The minister also announced that as part of the SIGHT scheme, specifically Mode – I, Tranche – I, under the National Green Hydrogen Mission, a Request for Selection (RfS) has been issued to identify and select Green Hydrogen producers for the establishment of production facilities capable of producing 450,000 tons of Green Hydrogen in India.
India has outlined a vision for its Battery Energy Storage Systems capacity to reach approximately 42 GW by the year 2030, indicating an annual deployment of about 6 GW over the next 7 years. Despite the global decline in the cost of standalone lithium-ion battery packs from US$1,220/kWh in 2010 to US$151/kWh in 2022, these costs remain prohibitively high for widespread utility-scale adoption.
In September 2023, central government announced sanctioning of INR 37.60 billion (approximately US$450 million) in funding to subsidize up to 40 percent of the capital costs associated with constructing BESS. The objective is to achieve battery costs ranging from INR 5.5 to 6.6 (approximately US$0.07 to 0.08)/kWh.
Under a production-linked incentive (PLI) scheme, the government offers a subsidy of US$54/kW during the initial year of electrolyser production. The first tranche of this scheme was active from July to October 2023. The present electrolyser PLI scheme in India would be implemented over a five-year period (financial years 2026–2030).
Building conducive environment for long-term capital investments
Interventions aimed at encouraging industry players to dedicate the necessary capital for green processes during these prolonged investment periods can be implemented through the following measures:
- Reducing the cost of capital: Incentivize industrial players to make capital commitments for new plants by providing incentives that diminish the perceived cost of the investment. This may involve measures like accelerated depreciation, discounted land, and tax rebates throughout the plant’s life cycle.
- Making more funds available: Foster investment by ensuring that funds are readily accessible. Indian stakeholders might consider incorporating green hydrogen into the Priority Sector Lending List to expedite the availability of funds.
- Adopting a long-term vision: Alleviate long-term risks by adopting a 25-year vision for green hydrogen investments. In India, a model for such extended policies is already in place, exemplified by 20-year power-purchase agreements for renewable energy. Such strategies reduce investment risks associated with capital expenditures by guaranteeing the long-term viability of the technologies involved.

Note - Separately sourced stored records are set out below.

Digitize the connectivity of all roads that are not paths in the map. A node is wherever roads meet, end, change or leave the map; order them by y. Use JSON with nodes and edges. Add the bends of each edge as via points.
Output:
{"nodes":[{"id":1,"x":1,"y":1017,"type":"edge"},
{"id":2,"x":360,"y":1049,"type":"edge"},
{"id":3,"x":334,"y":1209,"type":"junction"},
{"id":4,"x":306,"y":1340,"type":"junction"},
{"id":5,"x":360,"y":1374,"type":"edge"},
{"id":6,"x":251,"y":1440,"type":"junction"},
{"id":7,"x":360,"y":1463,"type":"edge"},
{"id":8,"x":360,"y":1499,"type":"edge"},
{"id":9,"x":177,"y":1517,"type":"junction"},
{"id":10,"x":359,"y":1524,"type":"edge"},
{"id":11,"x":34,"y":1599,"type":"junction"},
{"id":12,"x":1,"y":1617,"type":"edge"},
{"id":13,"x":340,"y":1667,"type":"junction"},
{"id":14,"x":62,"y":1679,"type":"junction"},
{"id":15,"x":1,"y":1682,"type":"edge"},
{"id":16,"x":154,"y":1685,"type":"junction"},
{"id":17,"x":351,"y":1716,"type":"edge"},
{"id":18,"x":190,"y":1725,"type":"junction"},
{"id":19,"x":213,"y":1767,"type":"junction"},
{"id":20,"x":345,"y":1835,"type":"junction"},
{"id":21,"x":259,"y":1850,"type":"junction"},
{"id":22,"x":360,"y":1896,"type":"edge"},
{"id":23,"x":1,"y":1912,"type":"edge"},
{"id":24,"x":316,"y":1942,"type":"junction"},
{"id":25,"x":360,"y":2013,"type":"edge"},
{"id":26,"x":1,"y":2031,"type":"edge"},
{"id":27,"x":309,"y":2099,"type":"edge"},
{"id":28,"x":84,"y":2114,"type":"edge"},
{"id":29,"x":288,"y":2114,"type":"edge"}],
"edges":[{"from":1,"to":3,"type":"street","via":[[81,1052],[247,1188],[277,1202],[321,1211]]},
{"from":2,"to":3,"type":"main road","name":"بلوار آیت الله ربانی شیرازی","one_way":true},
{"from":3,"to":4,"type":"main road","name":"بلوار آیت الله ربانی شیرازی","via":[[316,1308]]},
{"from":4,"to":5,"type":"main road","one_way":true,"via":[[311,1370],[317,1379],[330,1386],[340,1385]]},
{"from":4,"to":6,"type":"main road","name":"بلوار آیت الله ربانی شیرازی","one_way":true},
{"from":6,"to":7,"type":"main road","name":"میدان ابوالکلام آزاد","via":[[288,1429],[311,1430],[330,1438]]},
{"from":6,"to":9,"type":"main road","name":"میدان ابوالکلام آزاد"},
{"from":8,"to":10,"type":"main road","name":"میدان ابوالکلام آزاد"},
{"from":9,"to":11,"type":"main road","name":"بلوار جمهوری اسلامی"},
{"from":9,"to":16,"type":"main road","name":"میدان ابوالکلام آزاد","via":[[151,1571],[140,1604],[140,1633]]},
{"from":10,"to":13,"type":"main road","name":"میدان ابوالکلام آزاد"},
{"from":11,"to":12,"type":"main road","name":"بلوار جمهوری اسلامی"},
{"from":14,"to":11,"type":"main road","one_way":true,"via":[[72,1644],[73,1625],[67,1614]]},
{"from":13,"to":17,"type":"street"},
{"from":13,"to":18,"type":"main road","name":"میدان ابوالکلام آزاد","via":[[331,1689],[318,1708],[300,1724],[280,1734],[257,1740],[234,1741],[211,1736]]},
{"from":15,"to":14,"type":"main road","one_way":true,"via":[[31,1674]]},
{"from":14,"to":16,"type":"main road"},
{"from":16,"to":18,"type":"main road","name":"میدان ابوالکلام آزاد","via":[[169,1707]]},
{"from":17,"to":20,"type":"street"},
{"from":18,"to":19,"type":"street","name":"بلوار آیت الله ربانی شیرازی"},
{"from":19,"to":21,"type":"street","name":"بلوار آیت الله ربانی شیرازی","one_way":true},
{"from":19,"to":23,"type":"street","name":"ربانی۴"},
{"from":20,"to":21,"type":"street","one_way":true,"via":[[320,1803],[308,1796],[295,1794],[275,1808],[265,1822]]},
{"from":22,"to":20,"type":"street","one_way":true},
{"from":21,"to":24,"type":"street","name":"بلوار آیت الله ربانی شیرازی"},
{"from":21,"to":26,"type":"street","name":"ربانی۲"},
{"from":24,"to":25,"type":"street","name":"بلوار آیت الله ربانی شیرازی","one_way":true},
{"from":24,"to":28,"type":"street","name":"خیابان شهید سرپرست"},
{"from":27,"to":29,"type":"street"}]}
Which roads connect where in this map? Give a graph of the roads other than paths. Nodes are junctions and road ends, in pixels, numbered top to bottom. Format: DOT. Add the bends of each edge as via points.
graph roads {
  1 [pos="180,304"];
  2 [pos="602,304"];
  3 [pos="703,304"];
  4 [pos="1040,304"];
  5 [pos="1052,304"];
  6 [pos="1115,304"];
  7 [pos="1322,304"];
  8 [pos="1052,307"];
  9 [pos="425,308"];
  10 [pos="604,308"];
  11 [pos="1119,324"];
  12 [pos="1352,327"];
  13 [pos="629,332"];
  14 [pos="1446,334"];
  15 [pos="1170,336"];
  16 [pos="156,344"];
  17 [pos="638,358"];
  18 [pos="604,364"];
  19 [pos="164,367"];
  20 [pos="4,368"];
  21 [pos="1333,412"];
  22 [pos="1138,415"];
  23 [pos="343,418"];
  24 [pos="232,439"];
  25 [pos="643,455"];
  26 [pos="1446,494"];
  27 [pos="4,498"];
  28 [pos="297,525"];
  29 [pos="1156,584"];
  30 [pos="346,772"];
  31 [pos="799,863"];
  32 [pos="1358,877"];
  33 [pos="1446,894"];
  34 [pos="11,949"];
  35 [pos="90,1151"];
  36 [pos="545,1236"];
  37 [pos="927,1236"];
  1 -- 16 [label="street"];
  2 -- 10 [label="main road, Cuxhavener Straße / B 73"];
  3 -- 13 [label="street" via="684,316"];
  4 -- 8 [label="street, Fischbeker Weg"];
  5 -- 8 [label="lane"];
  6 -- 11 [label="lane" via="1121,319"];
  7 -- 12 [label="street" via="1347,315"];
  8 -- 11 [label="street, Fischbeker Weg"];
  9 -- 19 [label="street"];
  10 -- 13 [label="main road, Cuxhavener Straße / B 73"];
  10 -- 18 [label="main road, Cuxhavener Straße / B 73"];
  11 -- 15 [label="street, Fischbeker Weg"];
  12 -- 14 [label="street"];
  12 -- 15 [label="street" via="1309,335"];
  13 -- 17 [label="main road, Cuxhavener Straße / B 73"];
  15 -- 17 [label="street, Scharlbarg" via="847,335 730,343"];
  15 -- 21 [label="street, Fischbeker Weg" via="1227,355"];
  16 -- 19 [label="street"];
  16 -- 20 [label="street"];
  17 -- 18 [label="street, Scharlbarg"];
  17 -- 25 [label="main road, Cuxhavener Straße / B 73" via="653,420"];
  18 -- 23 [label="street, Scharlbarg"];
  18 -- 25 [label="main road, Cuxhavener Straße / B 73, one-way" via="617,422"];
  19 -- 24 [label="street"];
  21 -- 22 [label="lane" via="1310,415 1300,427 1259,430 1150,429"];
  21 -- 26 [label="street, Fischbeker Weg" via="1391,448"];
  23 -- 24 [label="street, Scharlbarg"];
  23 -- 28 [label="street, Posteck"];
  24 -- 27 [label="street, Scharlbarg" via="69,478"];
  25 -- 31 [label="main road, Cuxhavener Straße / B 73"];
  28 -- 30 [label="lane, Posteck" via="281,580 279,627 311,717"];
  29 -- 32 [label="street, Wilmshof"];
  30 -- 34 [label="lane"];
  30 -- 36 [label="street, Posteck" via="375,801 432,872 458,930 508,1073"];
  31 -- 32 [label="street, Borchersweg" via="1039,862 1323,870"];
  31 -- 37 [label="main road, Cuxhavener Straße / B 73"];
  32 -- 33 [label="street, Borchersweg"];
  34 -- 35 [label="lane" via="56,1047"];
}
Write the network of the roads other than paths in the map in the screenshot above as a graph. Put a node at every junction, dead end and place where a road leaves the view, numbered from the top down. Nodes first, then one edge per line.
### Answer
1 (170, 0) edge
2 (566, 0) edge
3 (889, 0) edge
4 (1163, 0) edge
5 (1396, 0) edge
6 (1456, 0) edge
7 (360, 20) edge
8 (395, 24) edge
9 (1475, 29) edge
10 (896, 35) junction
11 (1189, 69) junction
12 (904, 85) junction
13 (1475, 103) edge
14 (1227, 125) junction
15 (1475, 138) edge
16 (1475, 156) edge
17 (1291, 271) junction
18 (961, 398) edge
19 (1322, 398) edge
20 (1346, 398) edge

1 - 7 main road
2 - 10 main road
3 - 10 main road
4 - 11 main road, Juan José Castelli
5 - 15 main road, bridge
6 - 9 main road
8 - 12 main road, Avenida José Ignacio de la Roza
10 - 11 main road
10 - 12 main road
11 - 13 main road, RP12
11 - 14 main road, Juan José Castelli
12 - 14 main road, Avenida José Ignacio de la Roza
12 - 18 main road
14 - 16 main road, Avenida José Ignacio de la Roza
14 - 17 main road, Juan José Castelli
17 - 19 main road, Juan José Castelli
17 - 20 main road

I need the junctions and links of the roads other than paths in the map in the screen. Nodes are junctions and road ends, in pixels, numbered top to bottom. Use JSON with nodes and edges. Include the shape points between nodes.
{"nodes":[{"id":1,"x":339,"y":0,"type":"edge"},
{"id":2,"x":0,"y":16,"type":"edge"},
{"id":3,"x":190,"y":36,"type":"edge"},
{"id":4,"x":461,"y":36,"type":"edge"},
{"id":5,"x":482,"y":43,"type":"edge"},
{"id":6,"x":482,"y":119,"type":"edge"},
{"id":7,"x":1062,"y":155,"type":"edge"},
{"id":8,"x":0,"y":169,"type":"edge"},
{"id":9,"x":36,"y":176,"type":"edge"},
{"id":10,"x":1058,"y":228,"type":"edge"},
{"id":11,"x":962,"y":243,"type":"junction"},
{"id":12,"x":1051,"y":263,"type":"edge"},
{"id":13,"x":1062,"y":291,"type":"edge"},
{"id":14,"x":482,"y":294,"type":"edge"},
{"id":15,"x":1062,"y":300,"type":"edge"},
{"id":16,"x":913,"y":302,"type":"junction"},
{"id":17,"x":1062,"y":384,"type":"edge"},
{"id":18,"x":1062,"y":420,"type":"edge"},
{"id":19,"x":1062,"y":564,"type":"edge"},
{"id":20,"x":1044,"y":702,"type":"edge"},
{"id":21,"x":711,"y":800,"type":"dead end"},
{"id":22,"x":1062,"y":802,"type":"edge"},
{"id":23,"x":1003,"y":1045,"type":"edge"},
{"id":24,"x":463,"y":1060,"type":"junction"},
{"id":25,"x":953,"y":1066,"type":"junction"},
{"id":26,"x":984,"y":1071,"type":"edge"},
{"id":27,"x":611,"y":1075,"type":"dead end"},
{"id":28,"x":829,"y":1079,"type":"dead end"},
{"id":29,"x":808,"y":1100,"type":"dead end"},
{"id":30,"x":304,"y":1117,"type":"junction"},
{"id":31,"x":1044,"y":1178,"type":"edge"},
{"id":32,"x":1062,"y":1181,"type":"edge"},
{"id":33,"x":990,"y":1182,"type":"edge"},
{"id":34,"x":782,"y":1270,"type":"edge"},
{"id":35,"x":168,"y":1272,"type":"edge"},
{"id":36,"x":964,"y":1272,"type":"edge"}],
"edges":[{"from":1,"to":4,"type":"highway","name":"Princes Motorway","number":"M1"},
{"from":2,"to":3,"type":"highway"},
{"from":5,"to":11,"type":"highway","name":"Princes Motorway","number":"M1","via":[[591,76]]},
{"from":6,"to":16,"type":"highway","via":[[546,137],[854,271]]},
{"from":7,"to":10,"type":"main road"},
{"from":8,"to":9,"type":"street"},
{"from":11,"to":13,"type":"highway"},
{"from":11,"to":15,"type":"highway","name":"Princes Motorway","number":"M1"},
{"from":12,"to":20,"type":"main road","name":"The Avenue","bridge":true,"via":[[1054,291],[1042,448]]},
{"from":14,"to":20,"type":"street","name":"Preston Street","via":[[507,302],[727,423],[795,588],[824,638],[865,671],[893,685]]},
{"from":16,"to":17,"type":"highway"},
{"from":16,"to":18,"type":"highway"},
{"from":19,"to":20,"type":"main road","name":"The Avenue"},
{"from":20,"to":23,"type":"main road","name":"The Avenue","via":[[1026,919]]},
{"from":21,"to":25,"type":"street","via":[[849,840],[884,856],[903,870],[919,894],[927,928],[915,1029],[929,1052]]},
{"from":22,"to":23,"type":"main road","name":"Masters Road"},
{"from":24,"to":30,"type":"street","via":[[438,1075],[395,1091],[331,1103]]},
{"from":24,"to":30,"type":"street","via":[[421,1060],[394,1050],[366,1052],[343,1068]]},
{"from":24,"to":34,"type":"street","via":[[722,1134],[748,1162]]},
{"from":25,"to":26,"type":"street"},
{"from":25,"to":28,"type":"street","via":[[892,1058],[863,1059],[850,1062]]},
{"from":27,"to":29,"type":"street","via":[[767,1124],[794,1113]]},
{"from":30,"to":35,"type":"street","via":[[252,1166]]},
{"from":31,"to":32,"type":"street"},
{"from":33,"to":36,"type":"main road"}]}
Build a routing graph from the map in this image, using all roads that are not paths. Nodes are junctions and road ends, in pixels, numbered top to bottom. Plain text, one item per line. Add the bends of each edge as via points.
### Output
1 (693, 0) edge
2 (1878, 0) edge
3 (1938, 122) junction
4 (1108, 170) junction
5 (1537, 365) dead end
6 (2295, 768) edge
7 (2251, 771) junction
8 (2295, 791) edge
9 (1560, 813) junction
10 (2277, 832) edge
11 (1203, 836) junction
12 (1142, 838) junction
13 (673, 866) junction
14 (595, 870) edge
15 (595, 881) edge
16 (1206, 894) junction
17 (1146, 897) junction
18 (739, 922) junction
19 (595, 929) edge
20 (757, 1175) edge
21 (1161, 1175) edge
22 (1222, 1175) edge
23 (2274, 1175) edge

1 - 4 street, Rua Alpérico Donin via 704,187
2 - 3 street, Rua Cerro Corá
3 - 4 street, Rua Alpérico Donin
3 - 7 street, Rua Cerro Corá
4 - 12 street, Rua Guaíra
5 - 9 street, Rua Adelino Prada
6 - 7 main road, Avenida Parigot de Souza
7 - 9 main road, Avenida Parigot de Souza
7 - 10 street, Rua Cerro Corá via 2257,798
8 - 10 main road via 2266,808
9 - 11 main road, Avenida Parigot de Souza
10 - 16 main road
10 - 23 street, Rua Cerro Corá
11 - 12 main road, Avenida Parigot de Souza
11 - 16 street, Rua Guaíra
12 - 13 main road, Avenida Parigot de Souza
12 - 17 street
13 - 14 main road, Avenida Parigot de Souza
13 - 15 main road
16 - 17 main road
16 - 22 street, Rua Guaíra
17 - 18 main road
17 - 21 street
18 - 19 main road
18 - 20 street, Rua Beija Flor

- Customer/demand-side mandates: Mitigate the risk of capital investments by establishing demand-side mandates tailored to specific industries. For instance, mandates requiring a percentage of green steel in vehicle manufacturing could secure long-term demand for steel produced using green hydrogen.
In order to expedite the shift from fossil fuels to green hydrogen energy, around 43 nations have either established or are establishing plans or roadmaps for a hydrogen economy, including offering financial incentives. In India, the current push for the hydrogen transition makes sense in light of the country’s greater goals for economic development, energy security, and a low-carbon economy.
According to NITI Aayog, the government can guarantee long-term, low-interest financing availability, the start of a working carbon market, and investment facilitation strategies like demand aggregation for early adopters.